Nonprofits

How to write bylaws for a 501(c)(3) nonprofit organization

How to write bylaws for a 501(c)(3) nonprofit organization

Writing your nonprofit’s bylaws might feel like a big, boring task, but it’s actually one of the most important steps in setting your organization up for success. 

Bylaws are the rules that keep everything running smoothly. They tell your team how decisions get made, who’s in charge of what, and what happens when things need to change. Think of them like the instruction manual for your mission.

Now, this isn’t just about checking a box for the IRS or your state. Strong, clear bylaws can protect your organization when things get tough. They help everyone, from your board to your volunteers, stay on the same page. They also build trust with donors, funders, and partners who want to know your nonprofit is being run the right way.

What are nonprofit bylaws and why are they important?

Bylaws are the rules your nonprofit agrees to follow. They explain how your organization works, how decisions get made, who gets a say, and what happens when something needs to change. You’ll decide things like how often your board meets, how someone becomes a board member, and what roles like president or secretary actually do.

Think of your bylaws as your nonprofit’s rulebook. They help your team stay organized, avoid confusion, and keep things fair. They also help when questions come up like, “Can we vote on this today?” or “Who’s allowed to sign this contract?” Your bylaws will have the answer.

But they’re not just for your team. The IRS and your state may ask for your bylaws when you apply for tax-exempt status or if you ever face a legal issue. Having strong, clear bylaws can show you’re serious, trustworthy, and doing things the right way. They’re one of the first things funders or lawyers look at when they want to understand how your nonprofit runs.

How bylaws protect your nonprofit corporation

Bylaws don’t just keep your team organized, they protect your nonprofit when things get messy. If there's ever a disagreement about how something should be done or who’s in charge, your bylaws are the go-to guide. They spell out the rules everyone agreed to follow from the beginning, which can stop small issues from turning into big problems.

They also help keep you in line with state law and the IRS. When you apply for 501(c)(3) status, the IRS expects to see a clear, detailed set of bylaws. And if someone ever questions how your nonprofit is being run, whether it’s a donor, a board member, or even a government agency, your bylaws show that you’re doing things by the book.

Plus, having good bylaws in place makes it easier to fill out your Form 990 every year. That’s the form tax-exempt organizations file with the IRS to stay compliant. Your bylaws will help you answer key questions about how your board is structured and how decisions are made.

Bottom line? Your bylaws are one of the best tools you have to keep your nonprofit running smoothly and staying out of trouble.

Key components of a nonprofit governing document

Bylaws can look a little different for every organization, but there are some parts that just about every nonprofit should include. These aren’t just boxes to check, they’re the pieces that help your nonprofit run well, stay organized, and grow without chaos. Below, we’ll break each one down so you know exactly what to include and why it matters.

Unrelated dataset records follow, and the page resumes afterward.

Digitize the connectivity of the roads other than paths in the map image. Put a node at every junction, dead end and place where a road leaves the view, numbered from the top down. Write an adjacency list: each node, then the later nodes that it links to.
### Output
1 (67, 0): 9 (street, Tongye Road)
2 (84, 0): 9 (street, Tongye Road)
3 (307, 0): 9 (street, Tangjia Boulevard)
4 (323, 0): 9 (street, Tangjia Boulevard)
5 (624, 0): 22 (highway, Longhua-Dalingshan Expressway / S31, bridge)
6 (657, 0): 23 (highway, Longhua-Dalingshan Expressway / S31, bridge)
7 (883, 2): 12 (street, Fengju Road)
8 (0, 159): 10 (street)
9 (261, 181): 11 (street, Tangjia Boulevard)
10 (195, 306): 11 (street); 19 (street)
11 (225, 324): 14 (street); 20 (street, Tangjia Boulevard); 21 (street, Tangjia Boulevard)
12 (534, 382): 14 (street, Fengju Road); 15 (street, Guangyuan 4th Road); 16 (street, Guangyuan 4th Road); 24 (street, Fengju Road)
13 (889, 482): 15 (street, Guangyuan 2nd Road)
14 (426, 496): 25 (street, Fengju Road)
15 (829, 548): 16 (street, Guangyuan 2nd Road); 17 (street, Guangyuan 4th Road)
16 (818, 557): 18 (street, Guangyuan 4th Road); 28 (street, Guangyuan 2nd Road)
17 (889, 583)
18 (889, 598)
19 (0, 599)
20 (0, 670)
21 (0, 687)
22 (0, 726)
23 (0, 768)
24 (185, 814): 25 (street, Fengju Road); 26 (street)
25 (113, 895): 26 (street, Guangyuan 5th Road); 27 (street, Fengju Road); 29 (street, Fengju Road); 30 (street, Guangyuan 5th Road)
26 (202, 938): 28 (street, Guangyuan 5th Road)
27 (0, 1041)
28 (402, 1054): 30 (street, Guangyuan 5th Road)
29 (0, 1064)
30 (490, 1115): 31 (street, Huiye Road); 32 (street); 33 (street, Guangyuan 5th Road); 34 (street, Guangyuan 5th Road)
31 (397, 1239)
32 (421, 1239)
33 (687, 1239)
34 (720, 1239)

Let’s start with the basics.

Name and purpose of your nonprofit organization

Start simple: what’s your organization called, and why does it exist?

Your bylaws should clearly state the full legal name of your nonprofit exactly how it appears in your articles of incorporation. That way, there’s no confusion with banks, the IRS, or the state.

Then comes your purpose. This isn’t a full mission statement, just a sentence or two that explains what your organization is here to do. For example: “The purpose of this organization is to provide free after-school tutoring for middle school students.” Clear, focused, and mission-driven. The IRS looks at this section to make sure your goals match 501(c)(3) guidelines.

Roles of the board of directors and officer positions

Your board of directors is responsible for making sure your nonprofit is doing what it’s supposed to do. Your bylaws should explain how many board members you’ll have, what their roles are, and how long they’ll serve.

You’ll also want to list officer positions like president, vice president, secretary, and treasurer. What do they do? How are they chosen? How long do they stay in their role? This part of your bylaws keeps leadership clear, especially when your board changes over time.

Pro tip: Keep it flexible. Saying “at least three board members” gives you room to grow without changing your bylaws later.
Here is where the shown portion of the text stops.